◆ What needs to be done: How many lines in the entries below contain the string "hand"? Reply with the number only.

Data extracted from a collection
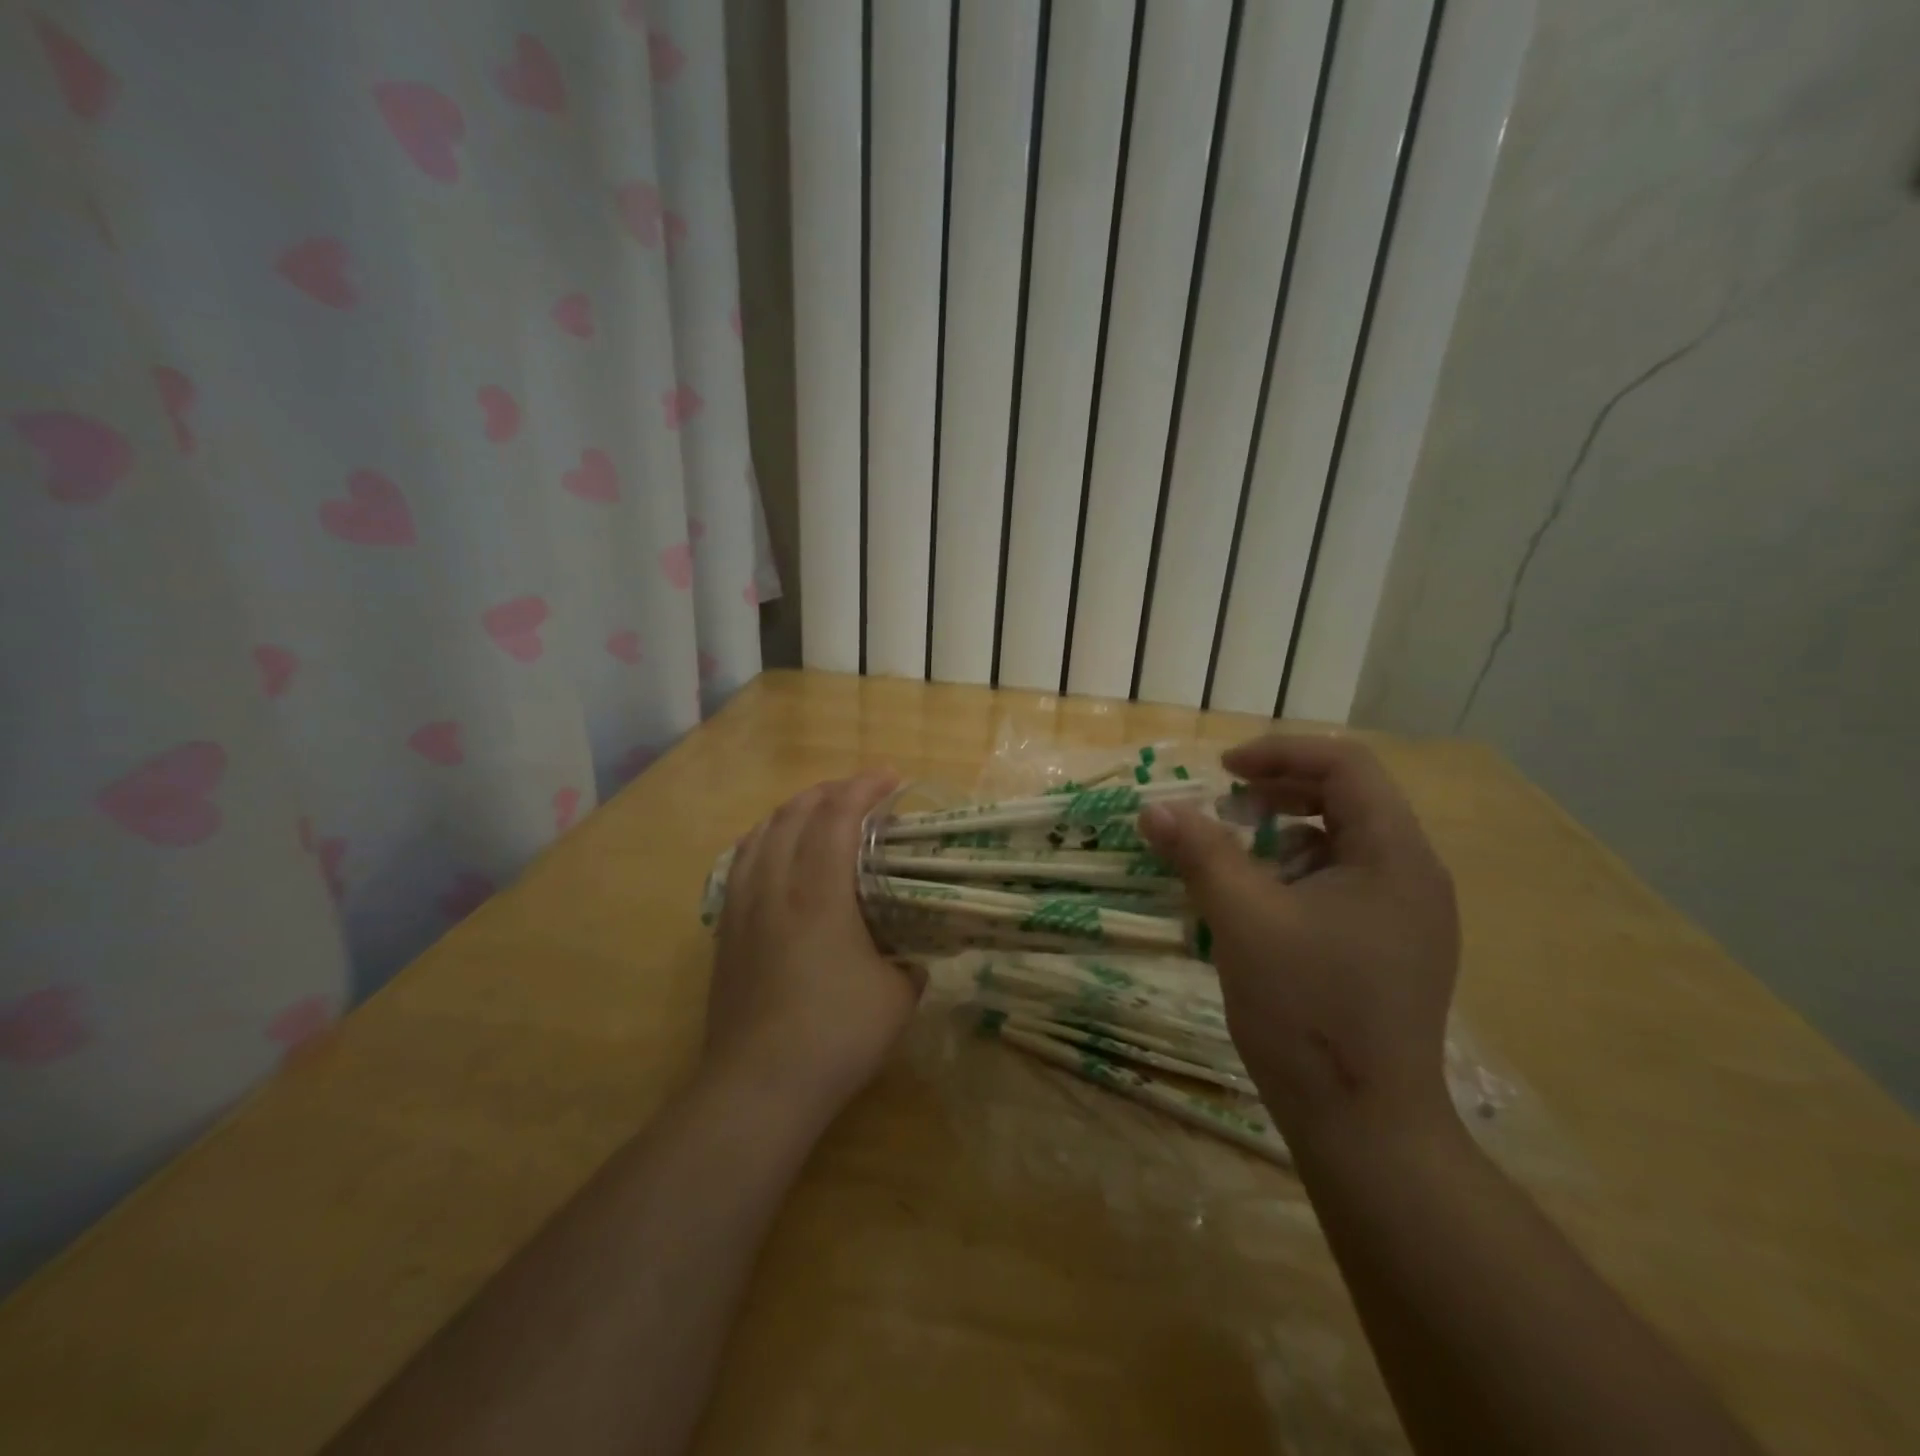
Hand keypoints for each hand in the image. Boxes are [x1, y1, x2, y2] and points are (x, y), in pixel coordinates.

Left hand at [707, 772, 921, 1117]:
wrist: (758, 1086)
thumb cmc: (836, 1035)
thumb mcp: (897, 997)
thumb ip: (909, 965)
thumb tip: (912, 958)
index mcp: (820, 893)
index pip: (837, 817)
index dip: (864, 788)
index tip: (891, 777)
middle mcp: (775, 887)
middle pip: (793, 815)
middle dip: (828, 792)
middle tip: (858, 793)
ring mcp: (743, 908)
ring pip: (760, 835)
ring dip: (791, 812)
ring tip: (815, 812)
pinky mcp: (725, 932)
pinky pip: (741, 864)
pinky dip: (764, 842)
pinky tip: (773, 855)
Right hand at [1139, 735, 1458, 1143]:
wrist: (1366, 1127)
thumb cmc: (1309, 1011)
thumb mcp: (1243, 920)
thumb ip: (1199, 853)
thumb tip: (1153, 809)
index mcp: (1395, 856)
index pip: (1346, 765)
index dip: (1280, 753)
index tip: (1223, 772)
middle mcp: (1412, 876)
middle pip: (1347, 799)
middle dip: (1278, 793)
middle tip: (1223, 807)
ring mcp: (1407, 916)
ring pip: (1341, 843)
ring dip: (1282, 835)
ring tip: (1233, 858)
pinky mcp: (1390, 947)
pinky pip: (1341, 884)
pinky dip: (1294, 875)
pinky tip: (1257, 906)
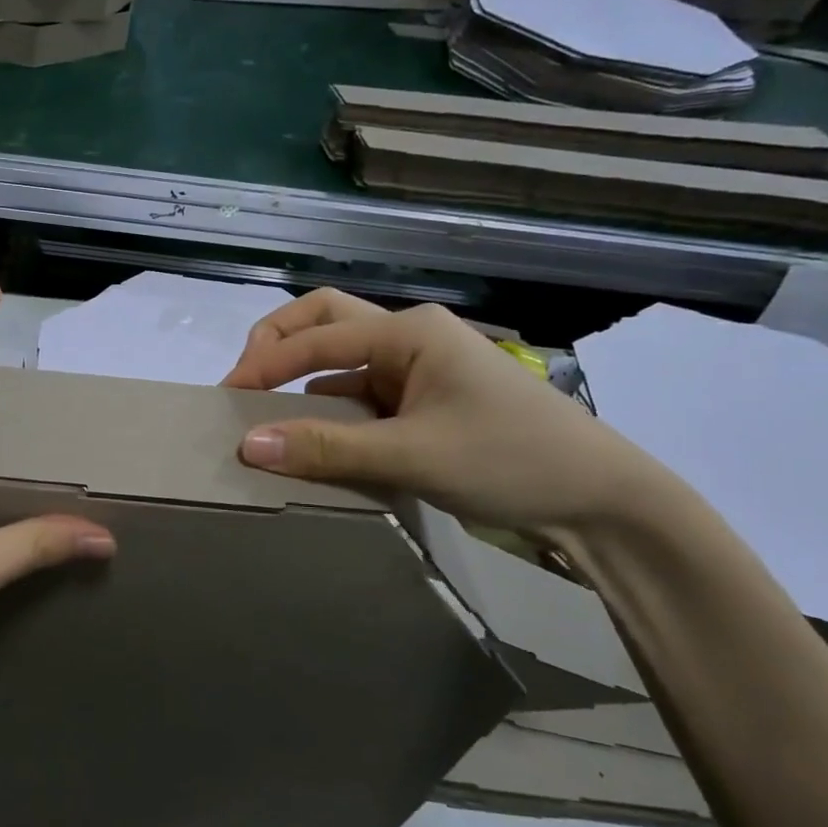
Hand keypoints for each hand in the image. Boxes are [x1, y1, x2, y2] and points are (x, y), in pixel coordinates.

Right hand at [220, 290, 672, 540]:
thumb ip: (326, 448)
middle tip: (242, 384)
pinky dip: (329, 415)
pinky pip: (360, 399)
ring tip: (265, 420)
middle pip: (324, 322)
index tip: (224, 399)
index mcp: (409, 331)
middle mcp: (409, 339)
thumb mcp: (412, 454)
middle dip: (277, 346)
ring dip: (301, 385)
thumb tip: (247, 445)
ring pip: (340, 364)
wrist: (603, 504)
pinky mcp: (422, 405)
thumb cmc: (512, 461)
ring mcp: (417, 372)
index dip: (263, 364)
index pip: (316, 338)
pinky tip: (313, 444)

◆ Solution: 5